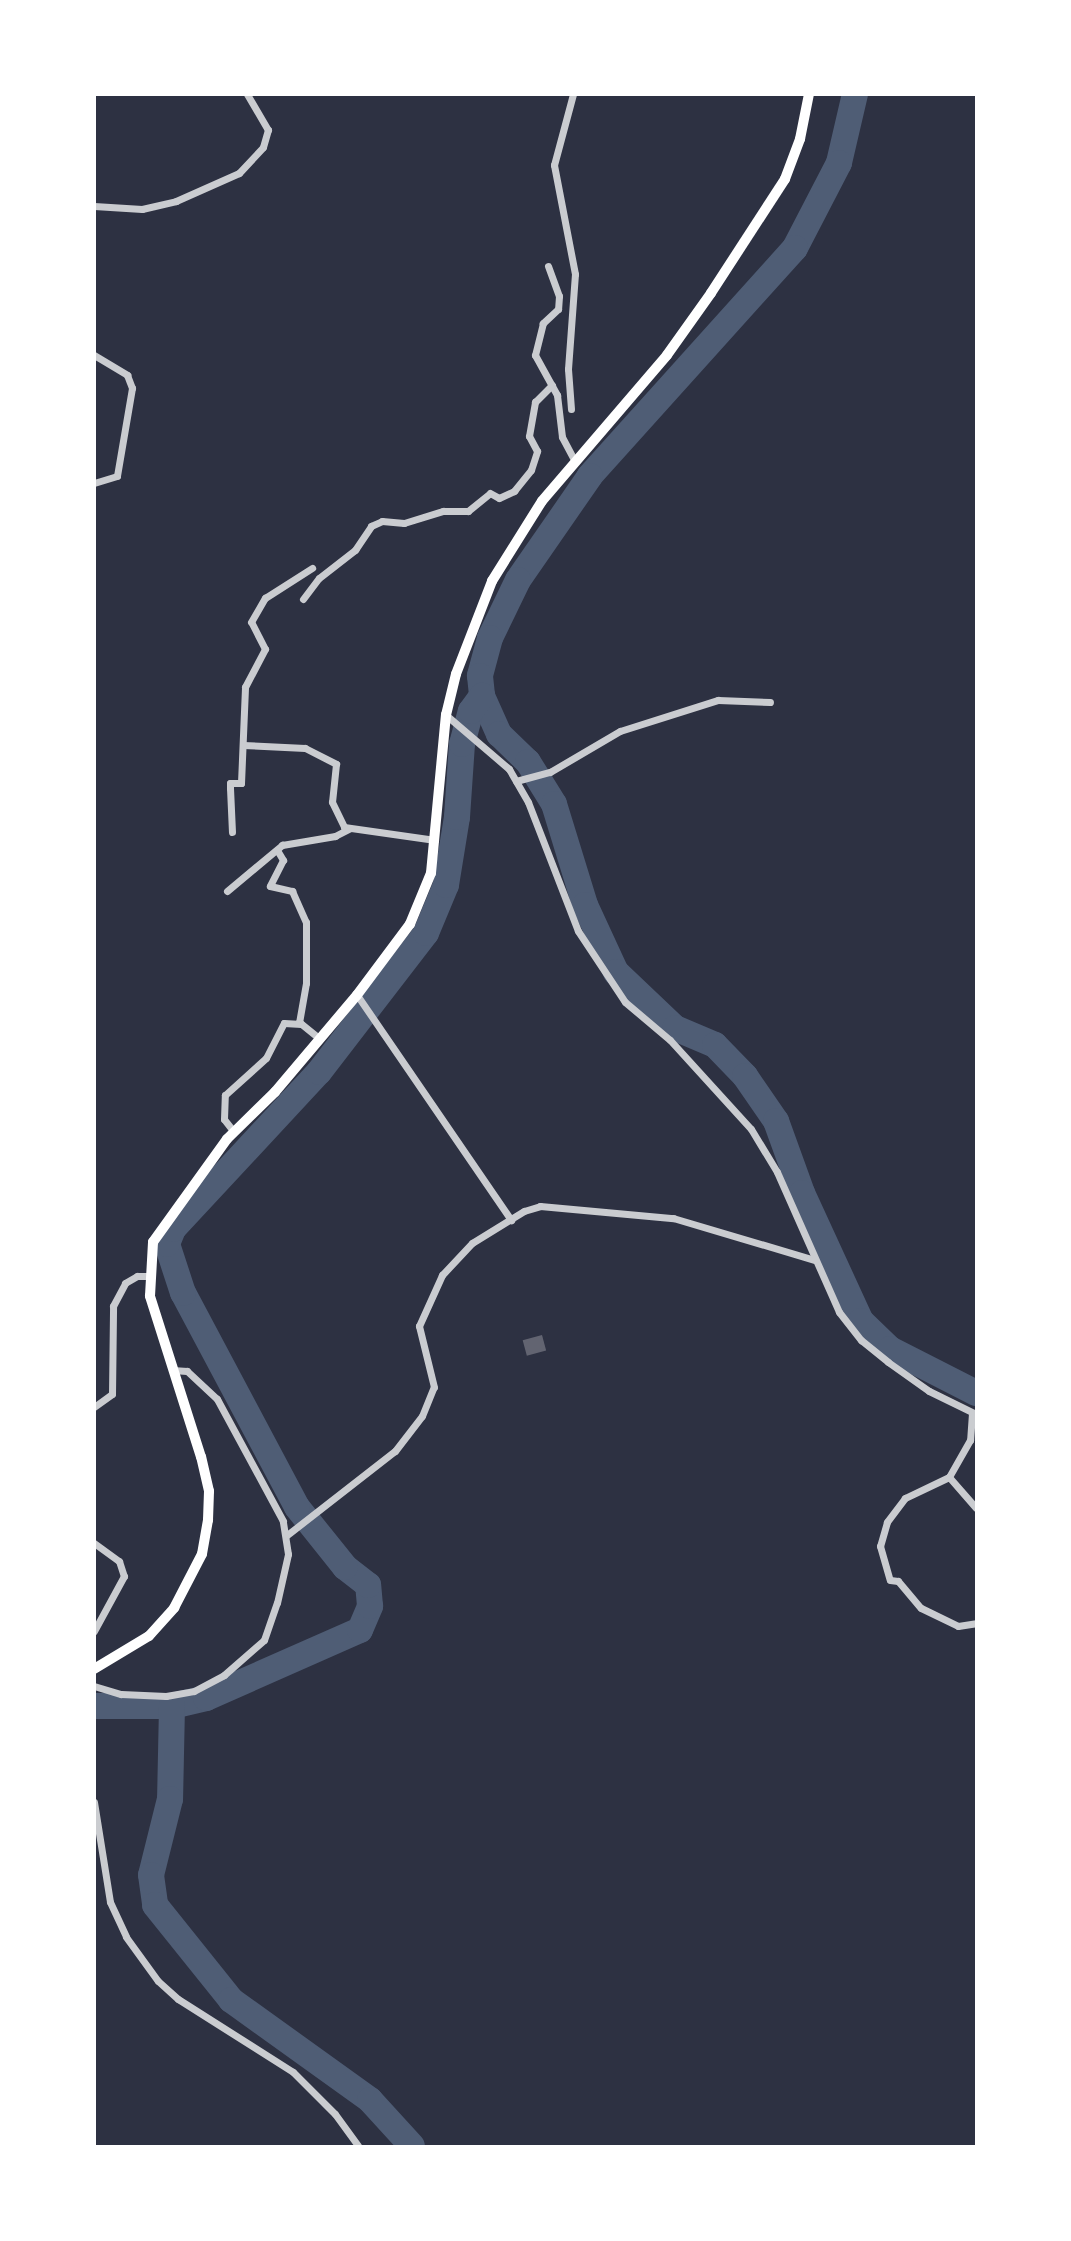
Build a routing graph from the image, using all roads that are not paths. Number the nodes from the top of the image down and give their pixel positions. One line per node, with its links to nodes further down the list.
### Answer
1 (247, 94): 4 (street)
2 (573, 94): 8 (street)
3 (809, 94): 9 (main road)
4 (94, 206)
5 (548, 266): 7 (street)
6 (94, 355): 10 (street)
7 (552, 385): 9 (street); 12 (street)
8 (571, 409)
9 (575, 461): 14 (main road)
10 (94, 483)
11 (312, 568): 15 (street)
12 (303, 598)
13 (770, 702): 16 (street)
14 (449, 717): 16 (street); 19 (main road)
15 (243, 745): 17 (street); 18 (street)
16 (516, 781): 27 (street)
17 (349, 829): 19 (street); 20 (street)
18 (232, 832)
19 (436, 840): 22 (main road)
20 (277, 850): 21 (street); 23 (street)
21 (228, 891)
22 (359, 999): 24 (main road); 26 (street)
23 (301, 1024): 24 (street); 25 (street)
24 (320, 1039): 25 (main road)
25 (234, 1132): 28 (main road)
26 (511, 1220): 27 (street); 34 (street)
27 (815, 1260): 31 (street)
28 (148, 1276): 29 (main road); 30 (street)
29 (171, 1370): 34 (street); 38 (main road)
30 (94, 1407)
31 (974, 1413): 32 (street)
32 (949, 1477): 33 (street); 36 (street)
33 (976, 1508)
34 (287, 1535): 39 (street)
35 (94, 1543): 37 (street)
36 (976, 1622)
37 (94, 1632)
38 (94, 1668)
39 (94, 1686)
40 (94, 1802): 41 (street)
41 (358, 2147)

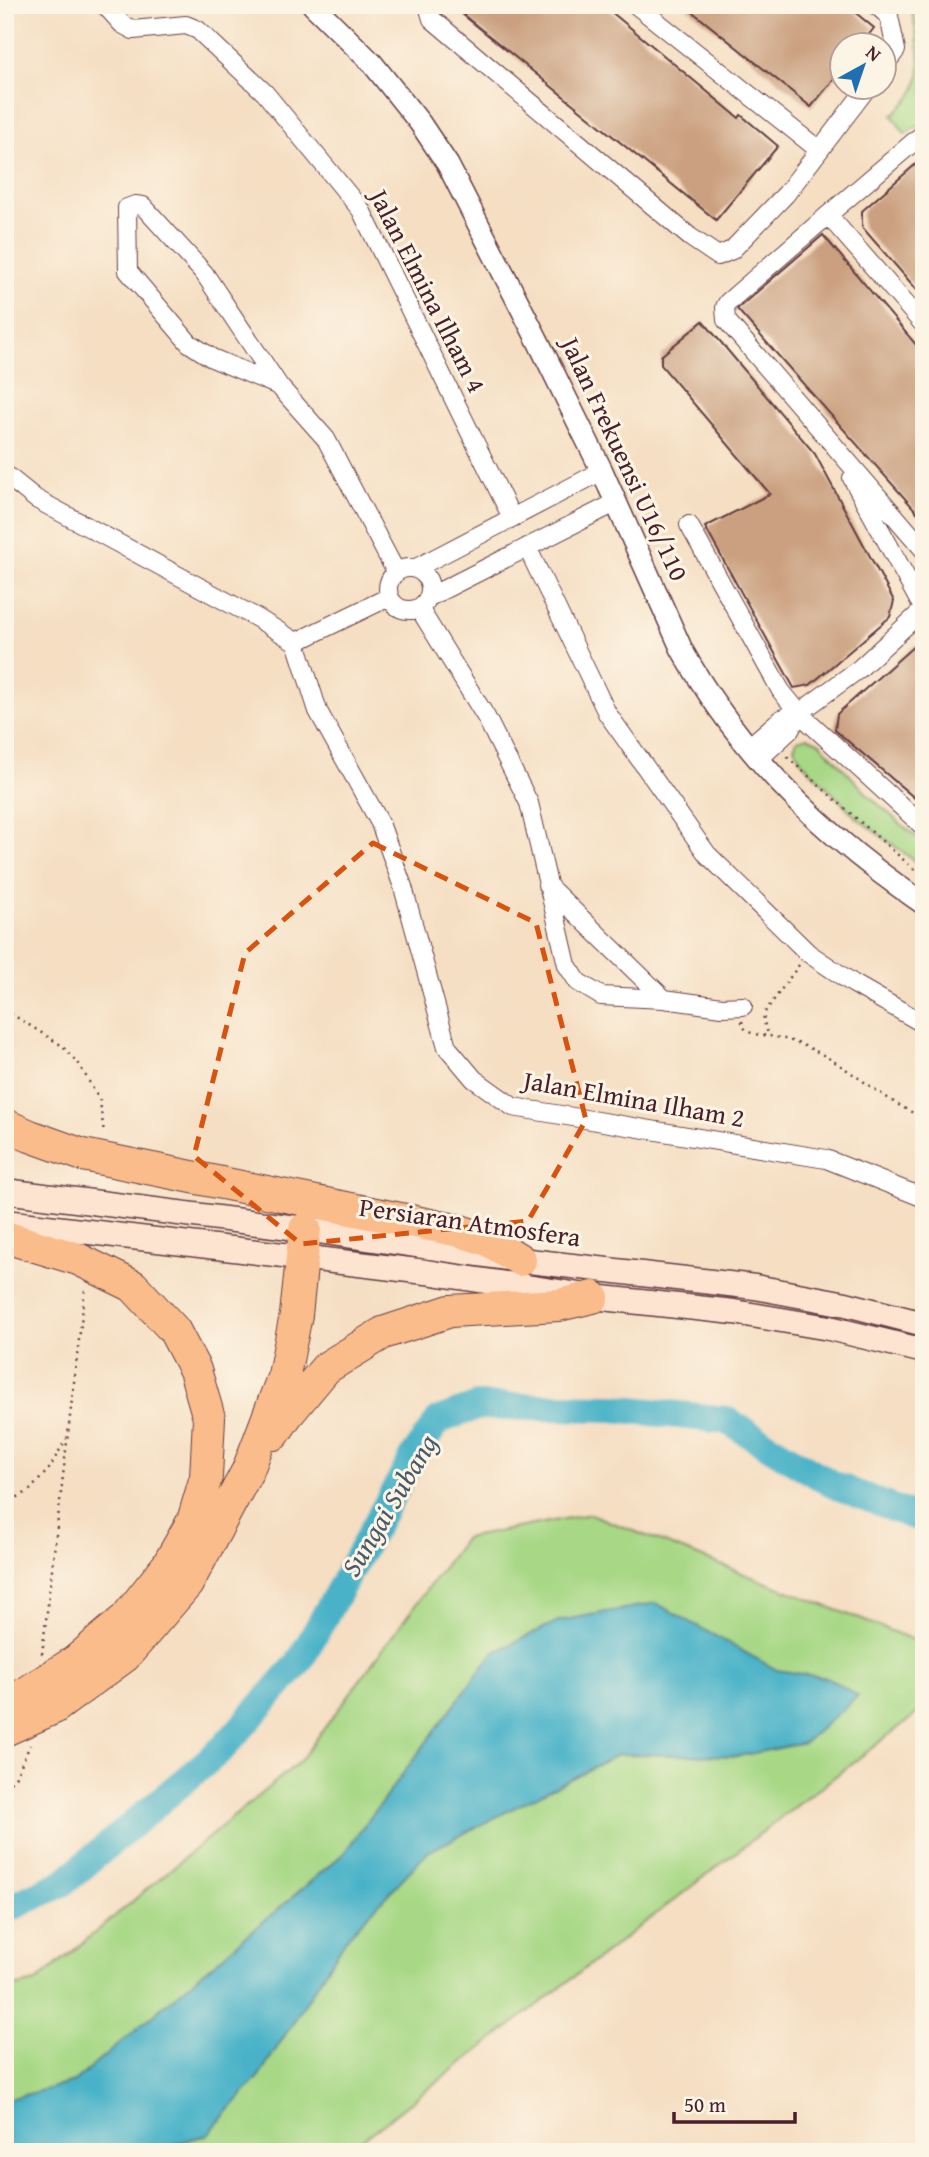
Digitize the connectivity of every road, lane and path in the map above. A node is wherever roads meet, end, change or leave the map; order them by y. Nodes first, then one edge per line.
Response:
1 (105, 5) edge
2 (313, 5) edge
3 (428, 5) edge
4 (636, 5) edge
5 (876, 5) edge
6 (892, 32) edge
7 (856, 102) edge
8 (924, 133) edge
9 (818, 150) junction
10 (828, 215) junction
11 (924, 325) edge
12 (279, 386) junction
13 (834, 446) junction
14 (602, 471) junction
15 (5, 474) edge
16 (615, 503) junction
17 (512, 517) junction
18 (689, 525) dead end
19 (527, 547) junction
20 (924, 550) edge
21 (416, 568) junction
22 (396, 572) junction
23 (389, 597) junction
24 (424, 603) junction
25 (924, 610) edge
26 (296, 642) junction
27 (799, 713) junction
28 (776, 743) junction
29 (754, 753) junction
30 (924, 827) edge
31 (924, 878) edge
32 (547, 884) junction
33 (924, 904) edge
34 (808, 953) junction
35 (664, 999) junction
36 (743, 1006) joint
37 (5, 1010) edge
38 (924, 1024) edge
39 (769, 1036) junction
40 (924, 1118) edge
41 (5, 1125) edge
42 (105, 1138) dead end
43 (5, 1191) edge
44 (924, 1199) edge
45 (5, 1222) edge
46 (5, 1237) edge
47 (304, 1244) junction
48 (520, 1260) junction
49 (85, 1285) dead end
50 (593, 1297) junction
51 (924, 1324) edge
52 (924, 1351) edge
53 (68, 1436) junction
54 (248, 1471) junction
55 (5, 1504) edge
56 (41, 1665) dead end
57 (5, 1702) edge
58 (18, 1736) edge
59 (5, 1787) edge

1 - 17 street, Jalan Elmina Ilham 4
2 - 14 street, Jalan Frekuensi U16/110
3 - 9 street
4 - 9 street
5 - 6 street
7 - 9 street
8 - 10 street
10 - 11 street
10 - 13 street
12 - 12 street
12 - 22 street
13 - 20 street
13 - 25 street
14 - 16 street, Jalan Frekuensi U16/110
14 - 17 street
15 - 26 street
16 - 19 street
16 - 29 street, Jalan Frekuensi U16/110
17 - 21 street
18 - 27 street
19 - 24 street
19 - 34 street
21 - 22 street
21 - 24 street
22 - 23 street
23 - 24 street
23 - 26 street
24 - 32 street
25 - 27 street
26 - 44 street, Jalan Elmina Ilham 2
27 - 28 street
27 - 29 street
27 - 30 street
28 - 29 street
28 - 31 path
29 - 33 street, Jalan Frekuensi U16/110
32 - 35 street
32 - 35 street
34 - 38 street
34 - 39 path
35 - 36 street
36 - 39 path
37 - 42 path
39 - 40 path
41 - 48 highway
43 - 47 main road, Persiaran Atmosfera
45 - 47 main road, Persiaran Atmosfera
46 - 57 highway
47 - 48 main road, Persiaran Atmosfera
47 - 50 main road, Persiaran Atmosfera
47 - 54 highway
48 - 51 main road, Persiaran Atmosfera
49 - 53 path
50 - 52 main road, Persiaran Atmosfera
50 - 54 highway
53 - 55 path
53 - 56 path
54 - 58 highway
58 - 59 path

### EXERCISE DESCRIPTION
Wherever an image sits in the data, omit it; everything else must be copied exactly.

### ANSWER SECTION
Build a routing graph from the image, using all roads that are not paths. Number the nodes from the top of the image down and give their pixel positions. One line per node, with its links to nodes further down the list.
### Answer
1 (247, 94): 4 (street)
2 (573, 94): 8 (street)
3 (809, 94): 9 (main road)
4 (94, 206)
5 (548, 266): 7 (street)
6 (94, 355): 10 (street)
7 (552, 385): 9 (street); 12 (street)
8 (571, 409)
9 (575, 461): 14 (main road)
10 (94, 483)
11 (312, 568): 15 (street)
12 (303, 598)
13 (770, 702): 16 (street)
14 (449, 717): 16 (street); 19 (main road)
15 (243, 745): 17 (street); 18 (street)
16 (516, 781): 27 (street)
17 (349, 829): 19 (street); 20 (street)
18 (232, 832)
19 (436, 840): 22 (main road)
20 (277, 850): 21 (street); 23 (street)
21 (228, 891)
22 (359, 999): 24 (main road); 26 (street)
23 (301, 1024): 24 (street); 25 (street)
24 (320, 1039): 25 (main road)
25 (234, 1132): 28 (main road)
26 (511, 1220): 27 (street); 34 (street)
27 (815, 1260): 31 (street)
28 (148, 1276): 29 (main road); 30 (street)
29 (171, 1370): 34 (street); 38 (main road)
30 (94, 1407)
31 (974, 1413): 32 (street)
32 (949, 1477): 33 (street); 36 (street)
33 (976, 1508)
34 (287, 1535): 39 (street)
35 (94, 1543): 37 (street)
36 (976, 1622)
37 (94, 1632)
38 (94, 1668)
39 (94, 1686)
40 (94, 1802): 41 (street)
41 (358, 2147)

Digitize the connectivity of every road, lane and path in the map above. A node is wherever roads meet, end, change or leave the map; order them by y. Nodes first, then one edge per line.
Response:
1 (105, 5) edge
2 (313, 5) edge
3 (428, 5) edge
4 (636, 5) edge
5 (876, 5) edge
6 (892, 32) edge
7 (856, 102) edge
8 (924, 133) edge
9 (818, 150) junction
10 (828, 215) junction
11 (924, 325) edge
12 (279, 386) junction
13 (834, 446) junction
14 (602, 471) junction
15 (5, 474) edge
16 (615, 503) junction
17 (512, 517) junction
18 (689, 525) dead end
19 (527, 547) junction
20 (924, 550) edge
21 (416, 568) junction
22 (396, 572) junction
23 (389, 597) junction
24 (424, 603) junction
25 (924, 610) edge
26 (296, 642) junction
27 (799, 713) junction
28 (776, 743) junction
29 (754, 753) junction
30 (924, 827) edge
31 (924, 878) edge
32 (547, 884) junction
33 (924, 904) edge
34 (808, 953) junction
35 (664, 999) junction
36 (743, 1006) joint
37 (5, 1010) edge
38 (924, 1024) edge
39 (769, 1036) junction
40 (924, 1118) edge
41 (5, 1125) edge
42 (105, 1138) dead end
43 (5, 1191) edge
44 (924, 1199) edge
45 (5, 1222) edge
46 (5, 1237) edge
47 (304, 1244) junction
48 (520, 1260) junction
49 (85, 1285) dead end
50 (593, 1297) junction
51 (924, 1324) edge
52 (924, 1351) edge
53 (68, 1436) junction
54 (248, 1471) junction
55 (5, 1504) edge
56 (41, 1665) dead end
57 (5, 1702) edge
58 (18, 1736) edge
59 (5, 1787) edge

1 - 17 street, Jalan Elmina Ilham 4
2 - 14 street, Jalan Frekuensi U16/110
3 - 9 street
4 - 9 street
5 - 6 street
7 - 9 street
8 - 10 street
10 - 11 street
10 - 13 street
12 - 12 street
12 - 22 street
13 - 20 street
13 - 25 street
14 - 16 street, Jalan Frekuensi U16/110
14 - 17 street
15 - 26 street
16 - 19 street
16 - 29 street, Jalan Frekuensi U16/110
17 - 21 street
18 - 27 street
19 - 24 street
19 - 34 street
21 - 22 street
21 - 24 street
22 - 23 street
23 - 24 street
23 - 26 street
24 - 32 street
25 - 27 street
26 - 44 street, Jalan Elmina Ilham 2
27 - 28 street
27 - 29 street
27 - 30 street
28 - 29 street
28 - 31 path
29 - 33 street, Jalan Frekuensi U16/110
32 - 35 street
32 - 35 street
34 - 38 street
34 - 39 path
35 - 36 street
36 - 39 path
37 - 42 path
39 - 40 path
41 - 48 highway
43 - 47 main road, Persiaran Atmosfera
45 - 47 main road, Persiaran Atmosfera
46 - 57 highway
47 - 48 main road, Persiaran Atmosfera
47 - 50 main road, Persiaran Atmosfera
47 - 54 highway
48 - 51 main road, Persiaran Atmosfera
49 - 53 path
50 - 52 main road, Persiaran Atmosfera
50 - 54 highway
53 - 55 path
53 - 56 path
54 - 58 highway
58 - 59 path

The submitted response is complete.